(STUDY MATERIAL):
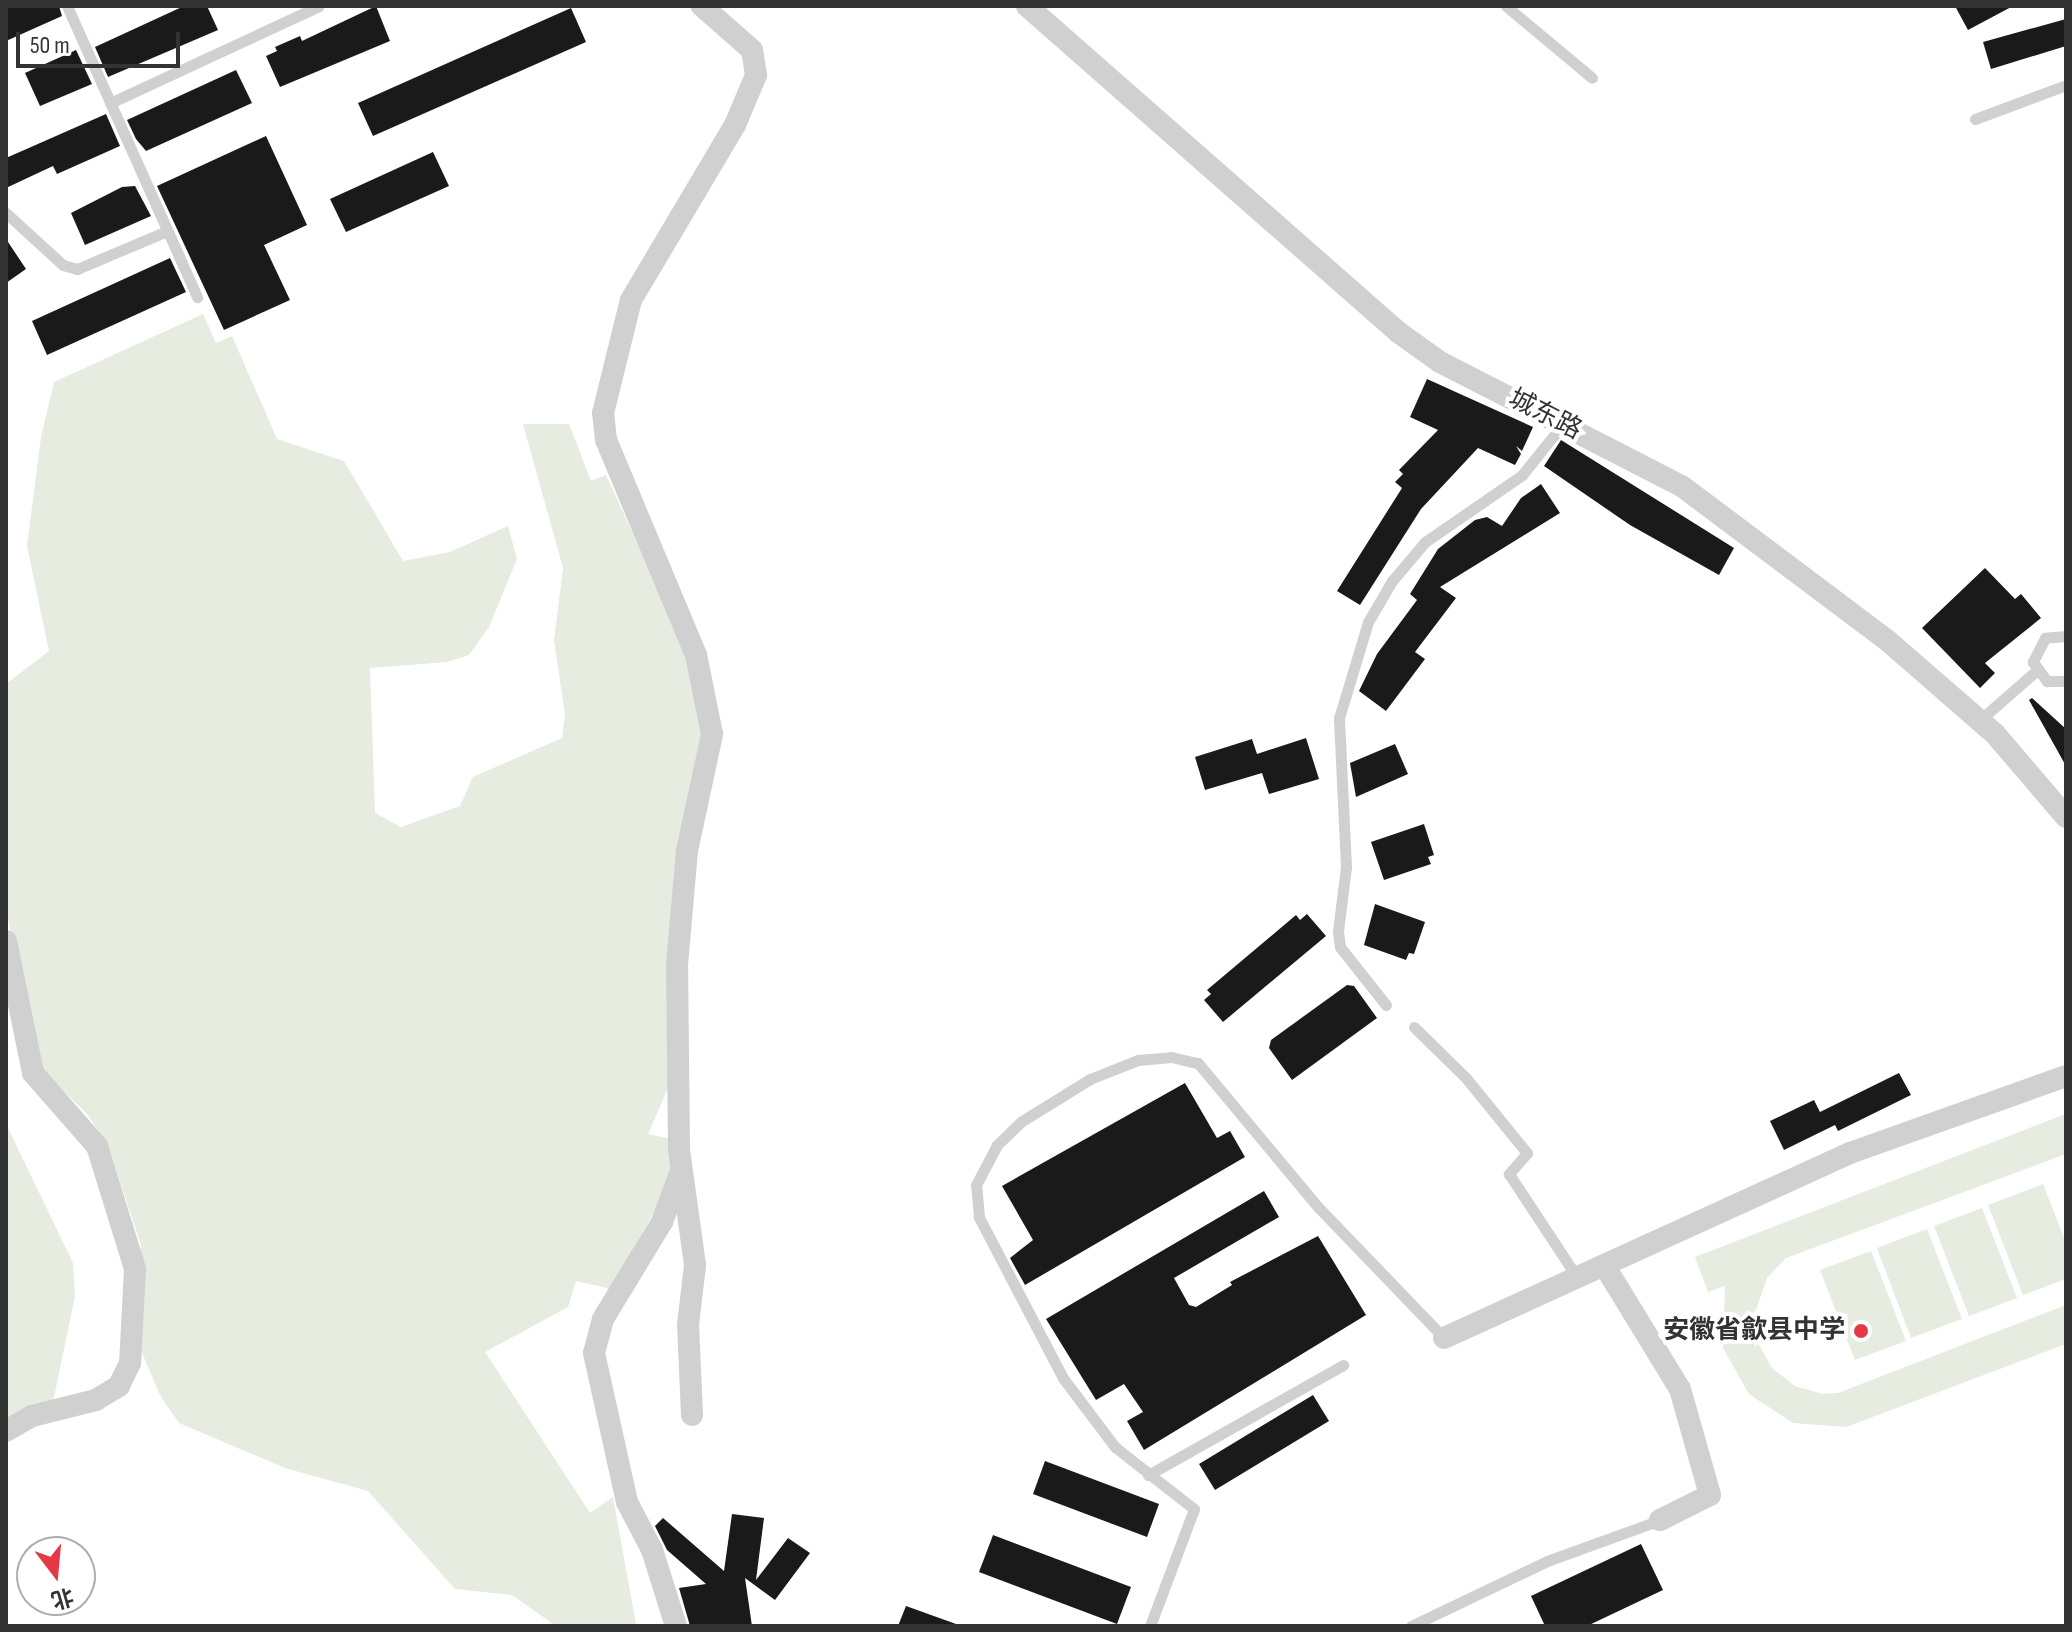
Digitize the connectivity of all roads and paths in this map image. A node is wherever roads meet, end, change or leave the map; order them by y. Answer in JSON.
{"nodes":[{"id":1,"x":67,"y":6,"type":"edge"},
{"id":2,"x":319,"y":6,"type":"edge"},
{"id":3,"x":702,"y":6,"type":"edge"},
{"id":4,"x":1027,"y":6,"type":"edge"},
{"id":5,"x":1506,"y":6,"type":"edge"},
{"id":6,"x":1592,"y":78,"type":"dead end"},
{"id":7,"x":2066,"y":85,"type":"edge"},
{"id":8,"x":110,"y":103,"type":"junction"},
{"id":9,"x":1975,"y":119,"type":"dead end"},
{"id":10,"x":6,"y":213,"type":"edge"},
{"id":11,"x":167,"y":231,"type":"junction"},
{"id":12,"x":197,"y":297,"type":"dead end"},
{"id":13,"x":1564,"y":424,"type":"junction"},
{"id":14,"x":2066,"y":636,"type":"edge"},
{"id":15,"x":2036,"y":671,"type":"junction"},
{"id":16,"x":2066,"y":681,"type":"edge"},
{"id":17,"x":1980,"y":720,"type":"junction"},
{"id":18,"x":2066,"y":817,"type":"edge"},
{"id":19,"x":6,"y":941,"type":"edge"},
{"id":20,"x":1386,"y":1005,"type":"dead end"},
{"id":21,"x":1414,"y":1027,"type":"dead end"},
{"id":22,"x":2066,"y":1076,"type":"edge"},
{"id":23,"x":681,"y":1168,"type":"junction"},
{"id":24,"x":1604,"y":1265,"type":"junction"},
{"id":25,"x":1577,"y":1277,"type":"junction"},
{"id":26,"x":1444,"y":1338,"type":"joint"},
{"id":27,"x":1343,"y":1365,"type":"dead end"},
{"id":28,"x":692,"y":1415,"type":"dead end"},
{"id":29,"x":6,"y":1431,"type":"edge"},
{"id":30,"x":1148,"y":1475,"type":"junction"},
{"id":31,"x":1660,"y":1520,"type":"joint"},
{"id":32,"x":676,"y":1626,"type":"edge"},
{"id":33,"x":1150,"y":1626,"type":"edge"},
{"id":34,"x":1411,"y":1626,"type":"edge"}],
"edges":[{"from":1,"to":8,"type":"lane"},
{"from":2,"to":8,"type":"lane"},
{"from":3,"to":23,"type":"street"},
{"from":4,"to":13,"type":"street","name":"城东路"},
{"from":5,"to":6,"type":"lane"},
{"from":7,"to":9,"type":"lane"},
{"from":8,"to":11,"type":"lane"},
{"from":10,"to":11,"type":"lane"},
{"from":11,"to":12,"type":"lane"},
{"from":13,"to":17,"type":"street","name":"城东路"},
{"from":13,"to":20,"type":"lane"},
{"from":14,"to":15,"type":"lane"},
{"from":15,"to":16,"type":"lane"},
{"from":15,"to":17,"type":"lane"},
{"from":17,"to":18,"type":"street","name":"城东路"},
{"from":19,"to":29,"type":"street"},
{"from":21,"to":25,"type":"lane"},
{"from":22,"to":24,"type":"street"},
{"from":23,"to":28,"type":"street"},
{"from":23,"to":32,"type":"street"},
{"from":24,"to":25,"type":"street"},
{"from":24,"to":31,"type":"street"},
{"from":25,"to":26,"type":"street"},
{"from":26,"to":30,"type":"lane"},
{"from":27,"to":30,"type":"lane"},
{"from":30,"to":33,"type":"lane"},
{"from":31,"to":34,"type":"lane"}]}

(WHAT IS REQUIRED): Filter the listing down to the lines holding the word "joint", and return those.

(WRITTEN ANSWER):
{"id":26,"x":1444,"y":1338,"type":"joint"},
{"id":31,"x":1660,"y":1520,"type":"joint"},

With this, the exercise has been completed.